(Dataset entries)
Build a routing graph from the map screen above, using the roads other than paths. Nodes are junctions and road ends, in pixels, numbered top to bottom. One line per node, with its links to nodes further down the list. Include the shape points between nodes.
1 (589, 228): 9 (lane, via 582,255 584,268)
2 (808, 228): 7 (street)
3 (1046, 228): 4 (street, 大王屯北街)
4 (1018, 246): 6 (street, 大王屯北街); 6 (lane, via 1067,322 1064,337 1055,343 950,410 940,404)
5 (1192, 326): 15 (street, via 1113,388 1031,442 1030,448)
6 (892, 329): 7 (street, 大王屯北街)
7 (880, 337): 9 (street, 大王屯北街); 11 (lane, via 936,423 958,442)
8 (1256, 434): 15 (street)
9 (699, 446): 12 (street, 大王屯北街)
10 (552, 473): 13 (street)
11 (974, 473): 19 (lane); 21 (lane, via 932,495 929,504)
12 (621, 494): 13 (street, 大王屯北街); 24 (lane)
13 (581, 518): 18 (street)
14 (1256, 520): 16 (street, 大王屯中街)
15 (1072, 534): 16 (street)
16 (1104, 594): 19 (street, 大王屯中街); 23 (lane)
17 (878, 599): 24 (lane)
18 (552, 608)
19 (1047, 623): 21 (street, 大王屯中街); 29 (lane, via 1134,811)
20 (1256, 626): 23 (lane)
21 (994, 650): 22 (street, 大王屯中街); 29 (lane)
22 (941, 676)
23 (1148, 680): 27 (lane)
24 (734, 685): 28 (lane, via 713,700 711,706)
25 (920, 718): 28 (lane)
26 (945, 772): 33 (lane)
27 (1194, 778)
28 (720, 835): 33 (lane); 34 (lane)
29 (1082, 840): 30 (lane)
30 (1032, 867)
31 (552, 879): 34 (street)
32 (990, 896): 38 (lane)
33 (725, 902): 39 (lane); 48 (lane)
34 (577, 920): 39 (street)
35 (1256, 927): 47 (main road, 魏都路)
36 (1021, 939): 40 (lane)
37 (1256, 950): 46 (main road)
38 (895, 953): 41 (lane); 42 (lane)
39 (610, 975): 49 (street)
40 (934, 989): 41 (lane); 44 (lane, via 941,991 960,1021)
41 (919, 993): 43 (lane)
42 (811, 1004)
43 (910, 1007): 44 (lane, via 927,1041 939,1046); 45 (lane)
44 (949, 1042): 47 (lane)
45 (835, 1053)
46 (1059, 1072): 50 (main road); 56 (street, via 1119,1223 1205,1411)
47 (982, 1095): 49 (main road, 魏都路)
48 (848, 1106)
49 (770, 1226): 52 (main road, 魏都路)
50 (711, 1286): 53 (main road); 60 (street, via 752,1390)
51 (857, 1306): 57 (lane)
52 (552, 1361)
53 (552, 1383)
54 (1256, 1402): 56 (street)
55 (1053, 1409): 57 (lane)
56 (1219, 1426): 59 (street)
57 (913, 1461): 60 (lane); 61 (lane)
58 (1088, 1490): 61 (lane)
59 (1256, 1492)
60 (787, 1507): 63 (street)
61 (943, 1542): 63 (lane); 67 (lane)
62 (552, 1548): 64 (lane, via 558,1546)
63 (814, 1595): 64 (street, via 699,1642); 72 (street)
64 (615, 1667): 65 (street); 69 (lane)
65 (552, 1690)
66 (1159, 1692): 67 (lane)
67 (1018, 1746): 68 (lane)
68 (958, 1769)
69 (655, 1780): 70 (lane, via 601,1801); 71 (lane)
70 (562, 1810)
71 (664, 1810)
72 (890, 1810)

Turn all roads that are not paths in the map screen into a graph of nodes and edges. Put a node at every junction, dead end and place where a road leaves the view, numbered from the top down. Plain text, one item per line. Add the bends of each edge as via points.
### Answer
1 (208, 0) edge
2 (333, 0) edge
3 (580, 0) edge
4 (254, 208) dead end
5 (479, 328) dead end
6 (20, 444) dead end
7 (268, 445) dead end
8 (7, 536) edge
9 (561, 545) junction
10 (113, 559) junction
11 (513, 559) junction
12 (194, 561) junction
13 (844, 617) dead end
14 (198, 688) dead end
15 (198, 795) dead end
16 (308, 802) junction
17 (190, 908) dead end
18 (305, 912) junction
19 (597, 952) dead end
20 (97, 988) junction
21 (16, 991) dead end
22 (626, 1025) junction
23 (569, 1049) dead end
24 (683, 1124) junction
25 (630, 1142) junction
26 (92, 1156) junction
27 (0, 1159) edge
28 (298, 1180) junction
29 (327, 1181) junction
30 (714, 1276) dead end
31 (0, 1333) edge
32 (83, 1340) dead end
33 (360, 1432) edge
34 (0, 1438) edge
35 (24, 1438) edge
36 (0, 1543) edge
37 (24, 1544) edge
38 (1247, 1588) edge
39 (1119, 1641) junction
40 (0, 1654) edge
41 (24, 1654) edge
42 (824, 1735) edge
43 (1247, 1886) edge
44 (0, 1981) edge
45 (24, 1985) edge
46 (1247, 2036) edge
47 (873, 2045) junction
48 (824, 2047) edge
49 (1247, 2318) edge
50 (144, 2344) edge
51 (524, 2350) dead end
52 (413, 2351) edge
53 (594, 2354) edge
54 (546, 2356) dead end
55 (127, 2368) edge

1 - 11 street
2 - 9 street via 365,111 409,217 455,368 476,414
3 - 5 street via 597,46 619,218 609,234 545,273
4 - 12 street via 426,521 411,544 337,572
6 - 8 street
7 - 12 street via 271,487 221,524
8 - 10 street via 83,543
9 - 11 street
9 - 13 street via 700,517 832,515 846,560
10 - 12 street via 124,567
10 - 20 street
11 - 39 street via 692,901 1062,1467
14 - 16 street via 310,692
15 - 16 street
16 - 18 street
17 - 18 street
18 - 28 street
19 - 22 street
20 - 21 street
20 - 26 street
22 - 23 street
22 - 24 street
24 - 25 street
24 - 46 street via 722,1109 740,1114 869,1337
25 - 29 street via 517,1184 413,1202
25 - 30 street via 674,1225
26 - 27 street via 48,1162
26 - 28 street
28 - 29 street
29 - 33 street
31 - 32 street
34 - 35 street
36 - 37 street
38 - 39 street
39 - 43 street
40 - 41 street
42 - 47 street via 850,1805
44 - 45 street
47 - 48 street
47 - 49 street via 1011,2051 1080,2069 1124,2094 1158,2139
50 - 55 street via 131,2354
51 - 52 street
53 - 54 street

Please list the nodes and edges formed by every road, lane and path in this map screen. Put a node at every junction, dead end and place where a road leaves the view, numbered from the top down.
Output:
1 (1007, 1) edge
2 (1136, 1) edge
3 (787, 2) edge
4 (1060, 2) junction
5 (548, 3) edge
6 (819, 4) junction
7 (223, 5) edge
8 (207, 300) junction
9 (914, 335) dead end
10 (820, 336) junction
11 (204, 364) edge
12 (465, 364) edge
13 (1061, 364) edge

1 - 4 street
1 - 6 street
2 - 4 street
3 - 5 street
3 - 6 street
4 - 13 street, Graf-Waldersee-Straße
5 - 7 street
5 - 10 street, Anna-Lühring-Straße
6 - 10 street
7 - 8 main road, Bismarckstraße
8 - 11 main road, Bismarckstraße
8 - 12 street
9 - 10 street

§ **Your task**
What you return must match the data above character for character.

§ **Exercise output**
Build a routing graph from the map screen above, using the roads other than paths. Nodes are junctions and road ends, in pixels, numbered top to bottom. One line per node, with its links to nodes further down the list. Include the shape points between nodes.
1 (589, 228): 9 (lane, via 582,255 584,268)
2 (808, 228): 7 (street)
3 (1046, 228): 4 (street, 大王屯北街)
4 (1018, 246): 6 (street, 大王屯北街); 6 (lane, via 1067,322 1064,337 1055,343 950,410 940,404)
5 (1192, 326): 15 (street, via 1113,388 1031,442 1030,448)
6 (892, 329): 7 (street, 大王屯北街)
7 (880, 337): 9 (street, 大王屯北街); 11 (lane, via 936,423 958,442)
8 (1256, 434): 15 (street)
9 (699, 446): 12 (street, 大王屯北街)
10 (552, 473): 13 (street)
11 (974, 473): 19 (lane); 21 (lane, via 932,495 929,504)
12 (621, 494): 13 (street, 大王屯北街); 24 (lane)
13 (581, 518): 18 (street)
14 (1256, 520): 16 (street, 大王屯中街)
15 (1072, 534): 16 (street)
16 (1104, 594): 19 (street, 大王屯中街); 23 (lane)
17 (878, 599): 24 (lane)
18 (552, 608)
19 (1047, 623): 21 (street, 大王屯中街); 29 (lane, via 1134,811)
20 (1256, 626): 23 (lane)
21 (994, 650): 22 (street, 大王屯中街); 29 (lane)
22 (941, 676)
23 (1148, 680): 27 (lane)
24 (734, 685): 28 (lane, via 713,700 711,706)
25 (920, 718): 28 (lane)
26 (945, 772): 33 (lane)
27 (1194, 778)
28 (720, 835): 33 (lane); 34 (lane)
29 (1082, 840): 30 (lane)
30 (1032, 867)
31 (552, 879): 34 (street)
32 (990, 896): 38 (lane)
33 (725, 902): 39 (lane); 48 (lane)
34 (577, 920): 39 (street)
35 (1256, 927): 47 (main road, 魏都路)
36 (1021, 939): 40 (lane)
37 (1256, 950): 46 (main road)
38 (895, 953): 41 (lane); 42 (lane)
39 (610, 975): 49 (street)
40 (934, 989): 41 (lane); 44 (lane, via 941,991 960,1021)
41 (919, 993): 43 (lane)
42 (811, 1004)
43 (910, 1007): 44 (lane, via 927,1041 939,1046); 45 (lane)
44 (949, 1042): 47 (lane)
45 (835, 1053)
46 (1059, 1072): 50 (main road); 56 (street, via 1119,1223 1205,1411)
47 (982, 1095): 49 (main road, 魏都路)
48 (848, 1106)
49 (770, 1226): 52 (main road, 魏都路)
50 (711, 1286): 53 (main road); 60 (street, via 752,1390)
51 (857, 1306): 57 (lane)
52 (552, 1361)
53 (552, 1383)
54 (1256, 1402): 56 (street)
55 (1053, 1409): 57 (lane)
56 (1219, 1426): 59 (street)
57 (913, 1461): 60 (lane); 61 (lane)
58 (1088, 1490): 61 (lane)
59 (1256, 1492)
60 (787, 1507): 63 (street)
61 (943, 1542): 63 (lane); 67 (lane)
62 (552, 1548): 64 (lane, via 558,1546)
63 (814, 1595): 64 (street, via 699,1642); 72 (street)
64 (615, 1667): 65 (street); 69 (lane)
65 (552, 1690)
66 (1159, 1692): 67 (lane)
67 (1018, 1746): 68 (lane)
68 (958, 1769)
69 (655, 1780): 70 (lane, via 601,1801); 71 (lane)
70 (562, 1810)
71 (664, 1810)
72 (890, 1810)

Turn all roads that are not paths in the map screen into a graph of nodes and edges. Put a node at every junction, dead end and place where a road leaves the view, numbered from the top down. Plain text, one item per line. Add the bends of each edge as via points.
### Answer
1 (208, 0) edge
2 (333, 0) edge
3 (580, 0) edge
4 (254, 208) dead end
5 (479, 328) dead end
6 (20, 444) dead end
7 (268, 445) dead end
8 (7, 536) edge
9 (561, 545) junction
10 (113, 559) junction
11 (513, 559) junction
12 (194, 561) junction
13 (844, 617) dead end
14 (198, 688) dead end
15 (198, 795) dead end
16 (308, 802) junction
17 (190, 908) dead end
18 (305, 912) junction
19 (597, 952) dead end
20 (97, 988) junction
21 (16, 991) dead end
22 (626, 1025) junction
23 (569, 1049) dead end
24 (683, 1124) junction
25 (630, 1142) junction
26 (92, 1156) junction
27 (0, 1159) edge
28 (298, 1180) junction
29 (327, 1181) junction
30 (714, 1276) dead end
31 (0, 1333) edge
32 (83, 1340) dead end
33 (360, 1432) edge
34 (0, 1438) edge
35 (24, 1438) edge
36 (0, 1543) edge
37 (24, 1544) edge
38 (1247, 1588) edge
39 (1119, 1641) junction
40 (0, 1654) edge
41 (24, 1654) edge
42 (824, 1735) edge
43 (1247, 1886) edge
44 (0, 1981) edge
45 (24, 1985) edge
46 (1247, 2036) edge
47 (873, 2045) junction
48 (824, 2047) edge
49 (1247, 2318) edge
50 (144, 2344) edge
51 (524, 2350) dead end
52 (413, 2351) edge
53 (594, 2354) edge
54 (546, 2356) dead end
55 (127, 2368) edge

1 - 11 street
2 - 9 street via 365,111 409,217 455,368 476,414
3 - 5 street via 597,46 619,218 609,234 545,273
4 - 12 street via 426,521 411,544 337,572
6 - 8 street
7 - 12 street via 271,487 221,524
8 - 10 street via 83,543
9 - 11 street
9 - 13 street via 700,517 832,515 846,560
10 - 12 street via 124,567
10 - 20 street
11 - 39 street via 692,901 1062,1467
14 - 16 street via 310,692
15 - 16 street
16 - 18 street
17 - 18 street
18 - 28 street
19 - 22 street
20 - 21 street
20 - 26 street
22 - 23 street
22 - 24 street
24 - 25 street
24 - 46 street via 722,1109 740,1114 869,1337
25 - 29 street via 517,1184 413,1202
25 - 30 street via 674,1225
26 - 27 street via 48,1162
26 - 28 street
28 - 29 street
29 - 33 street
31 - 32 street
34 - 35 street
36 - 37 street
38 - 39 street
39 - 43 street
40 - 41 street
42 - 47 street via 850,1805
44 - 45 street
47 - 48 street
47 - 49 street via 1011,2051 1080,2069 1124,2094 1158,2139
50 - 55 street via 131,2354
51 - 52 street
53 - 54 street

Please list the nodes and edges formed by every road, lane and path in this map screen. Put a node at every junction, dead end and place where a road leaves the view, numbered from the top down.
Output:
1 (1007, 1) edge
2 (1136, 1) edge
3 (787, 2) edge
4 (1060, 2) junction
5 (548, 3) edge
6 (819, 4) junction
7 (223, 5) edge
8 (207, 300) junction
9 (914, 335) dead end
10 (820, 336) junction
11 (204, 364) edge
12 (465, 364) edge
13 (1061, 364) edge

1 - 4 street
1 - 6 street
2 - 4 street
3 - 5 street
3 - 6 street
4 - 13 street, Graf-Waldersee-Straße
5 - 7 street
5 - 10 street, Anna-Lühring-Straße
6 - 10 street
7 - 8 main road, Bismarckstraße
8 - 11 main road, Bismarckstraße
8 - 12 street
9 - 10 street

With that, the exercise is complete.